The first retrospective study [21] studied 65 inpatients who were at or above the age of 65 years. Twenty-four patients took amlodipine and nifedipine and 41 did not take CCBs. The rates of hypertension were, respectively, 91.7% (n= 22) and 82.9% (n= 34): the difference was not significant. The mortality rates were, respectively, 50 and 85.4% in the CCB and non-CCB groups (p = 0.0036). No information on the duration of prescription before hospitalization was given.
The second study [6] explored 96 hospitalized patients with COVID-19 with hypertension (without other comorbidities): 19 were treated by amlodipine and 77 treated by non-amlodipine. The rates of mortality were, respectively, 0 (n = 0) and 19.5% (n = 15) on amlodipine and non-amlodipine (p = 0.0037). No information on the duration of prescription before hospitalization was given.
The third study [22] explored 317 hospitalized patients with COVID-19: 60 patients (55 with hypertension) on chronic intake of amlodipine and 257 (129 with hypertension) without chronic intake of amlodipine or other FIASMAs. Multiple regression controlling for age and comorbidities found that amlodipine intake was significantly associated with lower risk of intubation or mortality (Adjusted OR = 0.24, p = 0.0031).

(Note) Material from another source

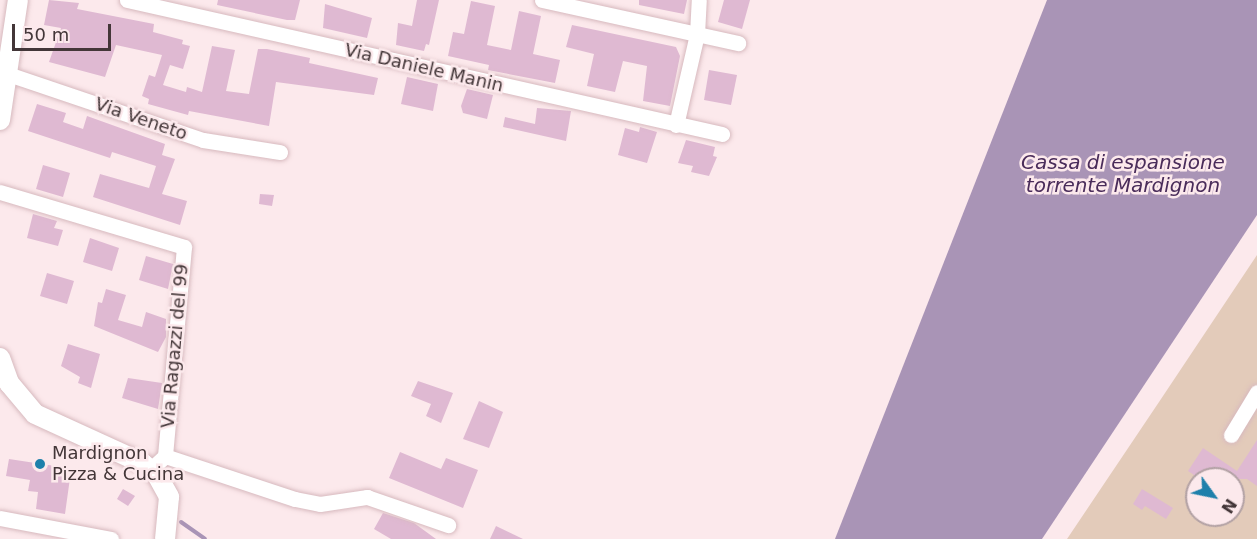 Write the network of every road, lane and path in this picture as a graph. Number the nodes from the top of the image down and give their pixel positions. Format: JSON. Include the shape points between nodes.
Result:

The fourth study [23] reported on, in an observational multicenter study on individuals hospitalized for severe COVID-19, the relationship between FIASMAs and risk of intubation or death. There were 97 patients receiving amlodipine (% hypertension unknown) and these were compared to 2569 patients (873 with cardiovascular disorders, 34%) who had no FIASMA medication. Amlodipine was received within the first 24 h of hospital admission. Multivariable Cox regression analysis found that amlodipine intake was significantly associated with lower risk of intubation or mortality (Hazard Ratio = 0.7, p = 0.037).

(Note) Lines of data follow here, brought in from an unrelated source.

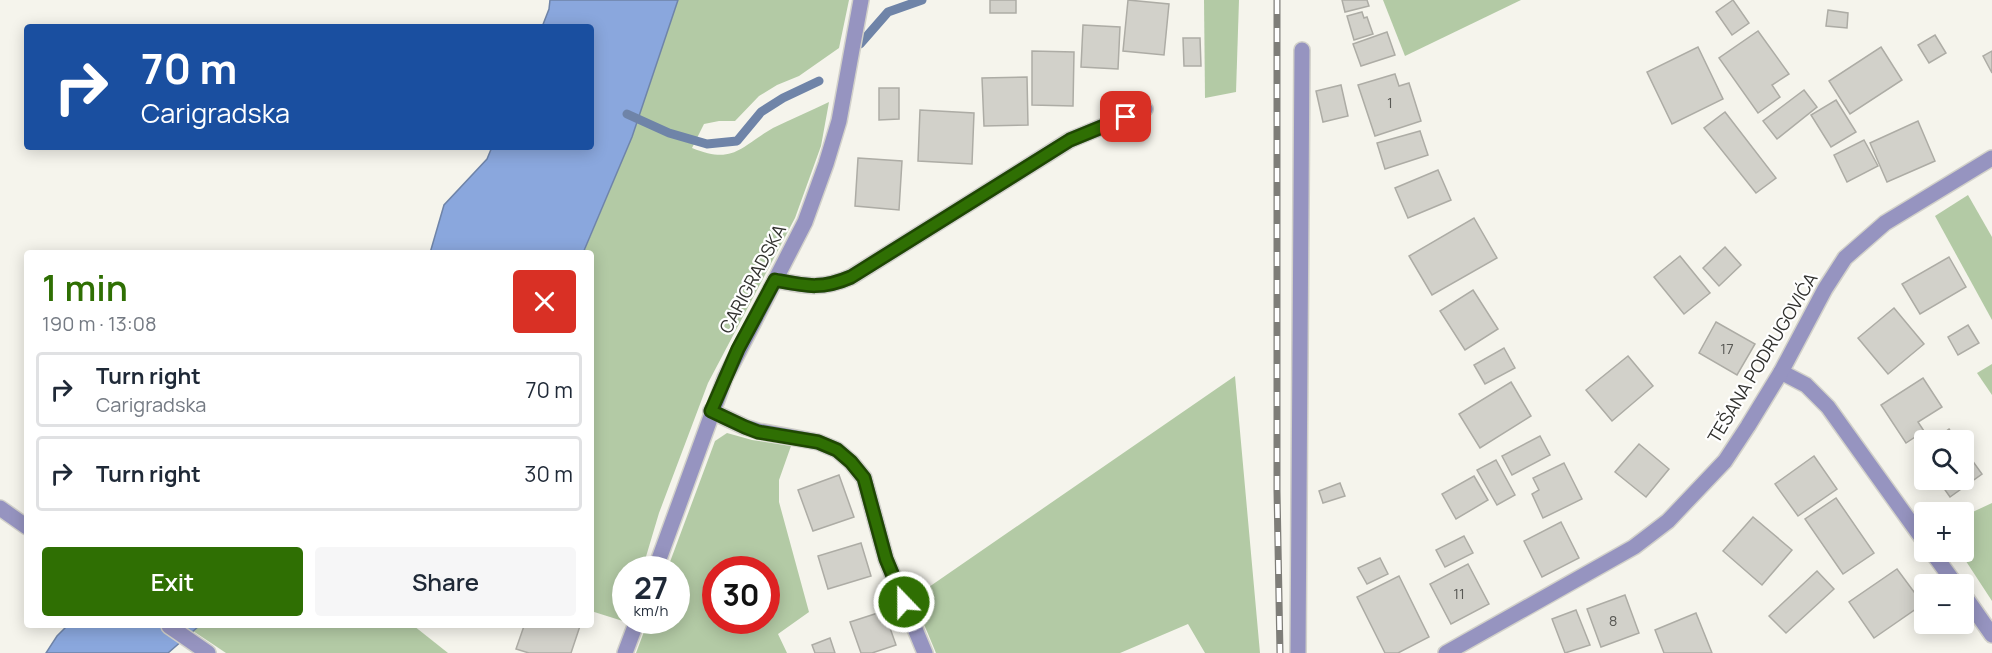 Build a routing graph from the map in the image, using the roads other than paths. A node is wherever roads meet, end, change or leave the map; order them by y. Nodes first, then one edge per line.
1 (861, 0) edge
2 (1302, 50) dead end
3 (1145, 109) dead end
4 (1992, 158) edge
5 (775, 280) junction
6 (1781, 372) junction
7 (711, 411) junction
8 (0, 508) edge
9 (24, 525) edge
10 (1914, 527) edge
11 (660, 556) edge
12 (1974, 609) edge
13 (172, 628) edge
14 (633, 634) edge
15 (1992, 635) edge
16 (208, 653) edge
17 (626, 653) edge
18 (925, 653) edge
19 (1298, 653) edge
20 (1446, 653) edge

1 - 5 street, CARIGRADSKA
2 - 19 street
3 - 5 street
4 - 6 street, TEŠANA PODRUGOVIĆA
5 - 7 street, CARIGRADSKA
6 - 10 street
6 - 20 street, TEŠANA PODRUGOVIĆA
7 - 11 street, CARIGRADSKA
7 - 18 street
8 - 9 street
12 - 15 street
13 - 16 street
14 - 17 street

The prospective study [24] was a randomized clinical trial comparing hospitalized primary patients with hypertension receiving either 50 mg of losartan or 5 mg of amlodipine per day for 2 weeks. The main outcomes were 30-day mortality rate and length of hospital stay. No significant difference between the two groups was reported. Unfortunately, the study has many weaknesses (e.g., no a priori calculation of number of subjects to detect significant difference, no a priori stratification on age before randomization), calling the results into question [25].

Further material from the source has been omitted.